### Task prompt
Going through the entries below, count each line containing the word "Avenida". Report the number only.

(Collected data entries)

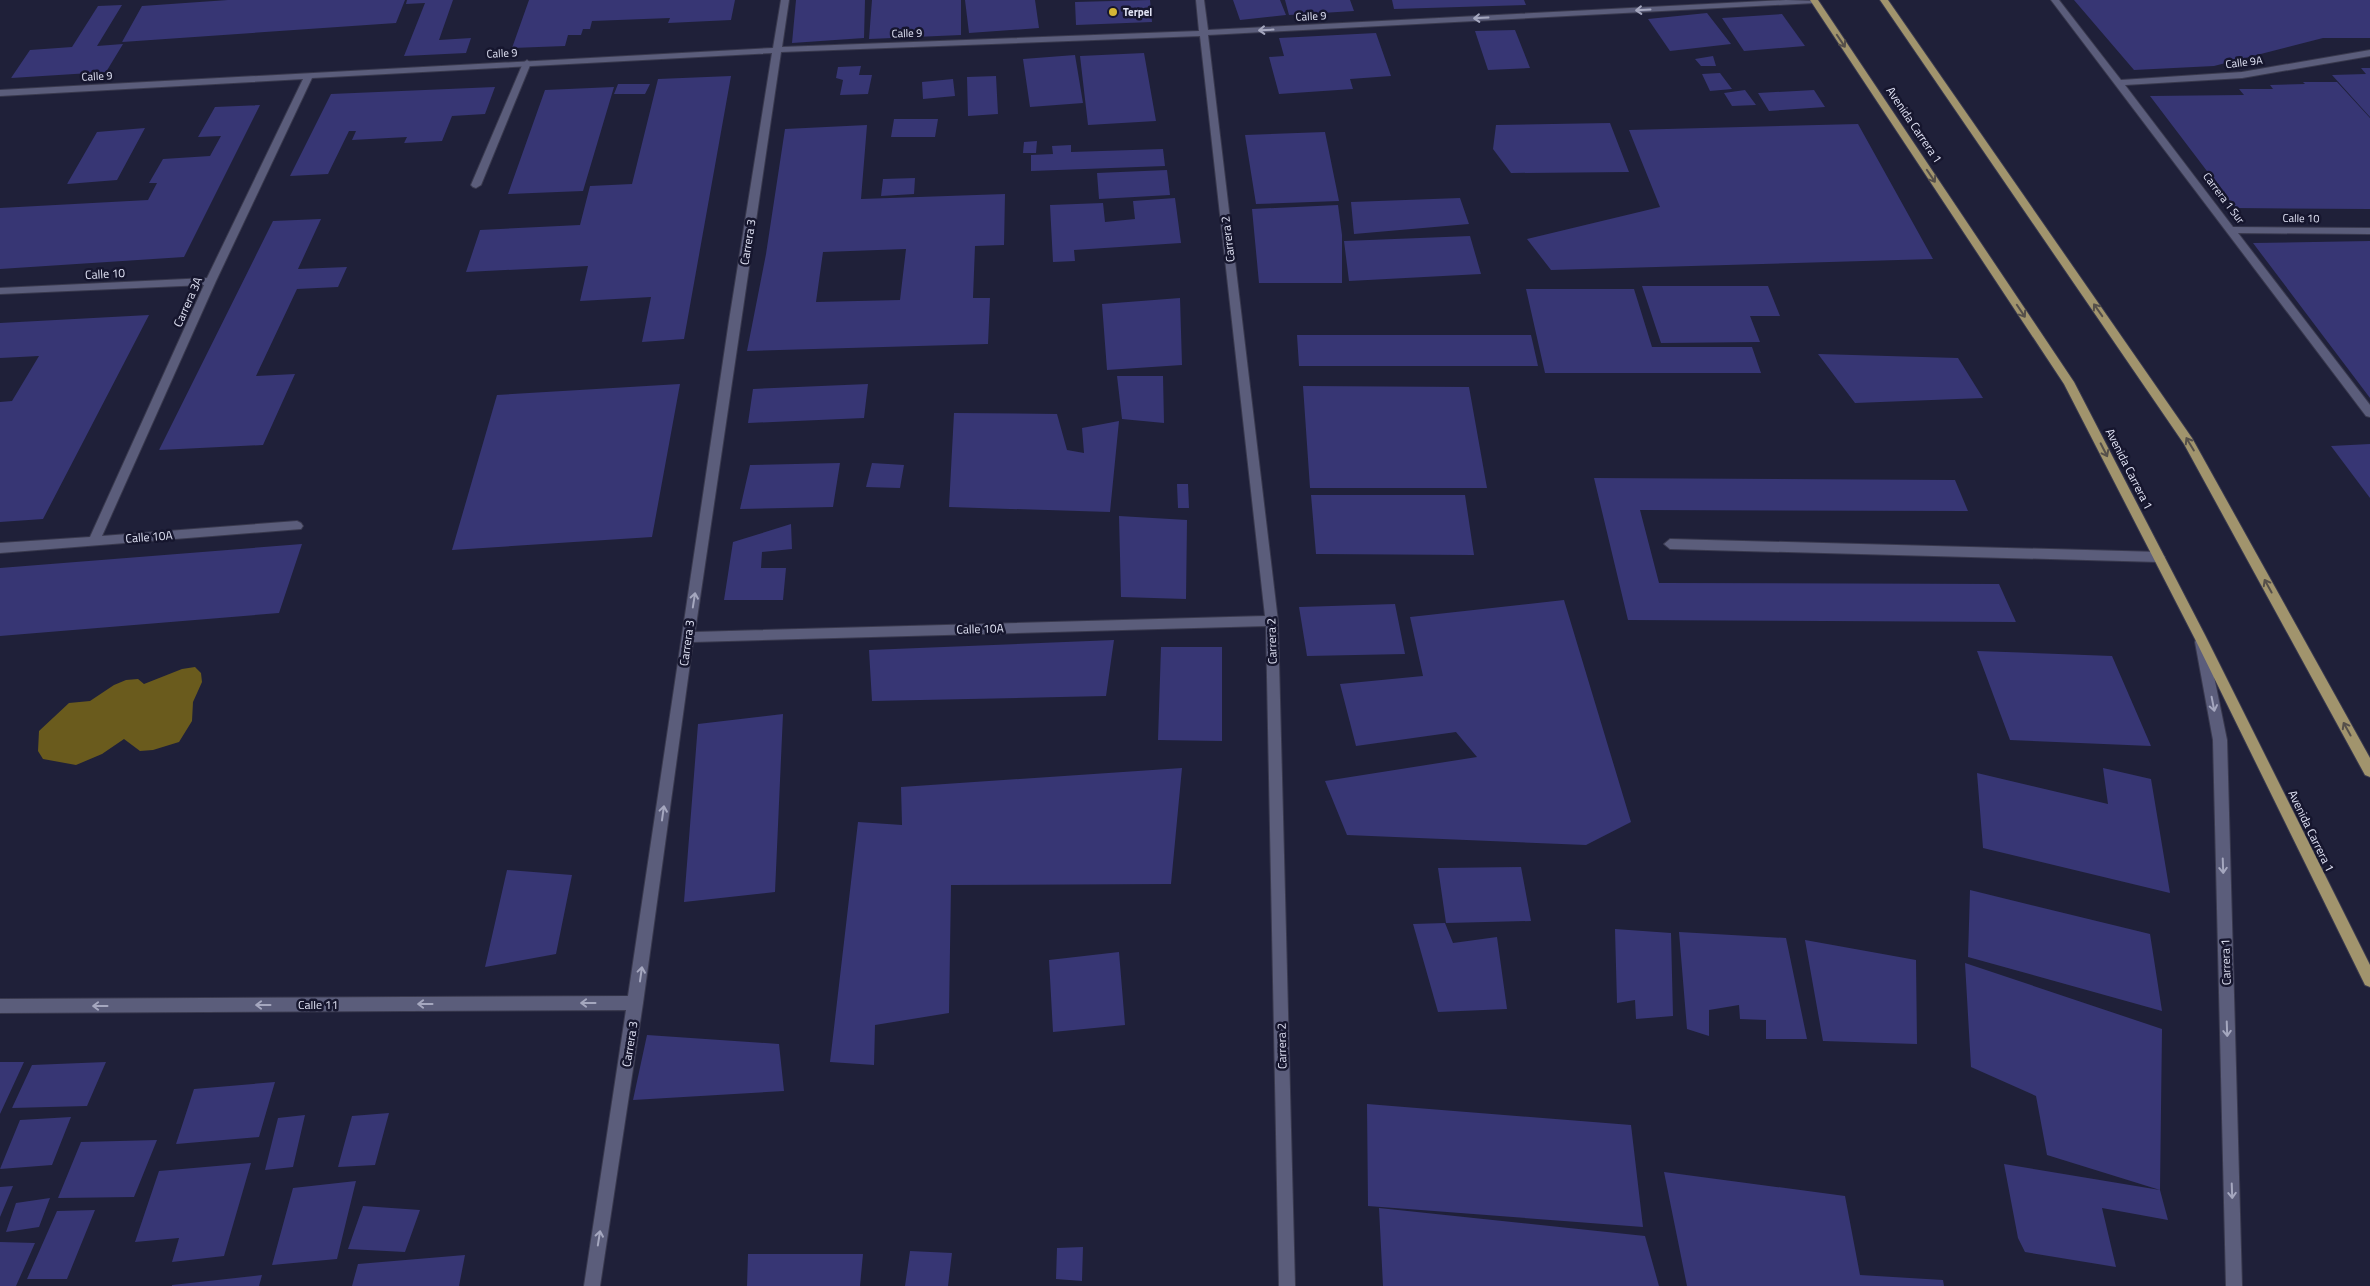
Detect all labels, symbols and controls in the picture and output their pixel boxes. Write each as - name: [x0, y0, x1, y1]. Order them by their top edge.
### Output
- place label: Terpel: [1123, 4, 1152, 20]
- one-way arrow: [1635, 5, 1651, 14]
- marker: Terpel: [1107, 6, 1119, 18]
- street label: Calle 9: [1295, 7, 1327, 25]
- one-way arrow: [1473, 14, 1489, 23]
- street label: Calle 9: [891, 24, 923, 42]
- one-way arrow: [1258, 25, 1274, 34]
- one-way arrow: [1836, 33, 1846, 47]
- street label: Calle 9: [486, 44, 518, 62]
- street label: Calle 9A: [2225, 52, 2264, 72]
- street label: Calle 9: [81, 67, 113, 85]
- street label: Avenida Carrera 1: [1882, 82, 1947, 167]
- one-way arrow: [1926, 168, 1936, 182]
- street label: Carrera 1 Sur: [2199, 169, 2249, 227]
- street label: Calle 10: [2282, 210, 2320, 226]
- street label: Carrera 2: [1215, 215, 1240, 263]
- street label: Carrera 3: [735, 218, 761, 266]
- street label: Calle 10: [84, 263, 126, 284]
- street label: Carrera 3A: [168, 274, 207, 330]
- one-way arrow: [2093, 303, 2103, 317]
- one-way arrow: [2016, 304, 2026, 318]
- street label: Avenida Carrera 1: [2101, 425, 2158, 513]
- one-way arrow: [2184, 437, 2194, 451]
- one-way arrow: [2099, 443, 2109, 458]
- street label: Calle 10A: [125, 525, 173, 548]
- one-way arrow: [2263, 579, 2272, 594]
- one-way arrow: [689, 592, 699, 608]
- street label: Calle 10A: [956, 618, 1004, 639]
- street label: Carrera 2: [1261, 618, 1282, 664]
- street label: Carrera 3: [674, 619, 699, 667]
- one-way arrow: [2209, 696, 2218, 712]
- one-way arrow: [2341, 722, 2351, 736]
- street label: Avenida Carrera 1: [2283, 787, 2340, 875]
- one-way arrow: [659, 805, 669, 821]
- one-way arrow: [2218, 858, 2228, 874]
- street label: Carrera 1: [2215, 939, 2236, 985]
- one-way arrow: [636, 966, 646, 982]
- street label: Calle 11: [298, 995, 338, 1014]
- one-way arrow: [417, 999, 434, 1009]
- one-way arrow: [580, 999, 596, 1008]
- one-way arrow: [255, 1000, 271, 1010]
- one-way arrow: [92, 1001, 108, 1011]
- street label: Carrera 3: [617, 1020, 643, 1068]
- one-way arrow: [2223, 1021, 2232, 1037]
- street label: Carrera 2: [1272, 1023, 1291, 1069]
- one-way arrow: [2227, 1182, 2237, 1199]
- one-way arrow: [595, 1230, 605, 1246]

### Expected answer
3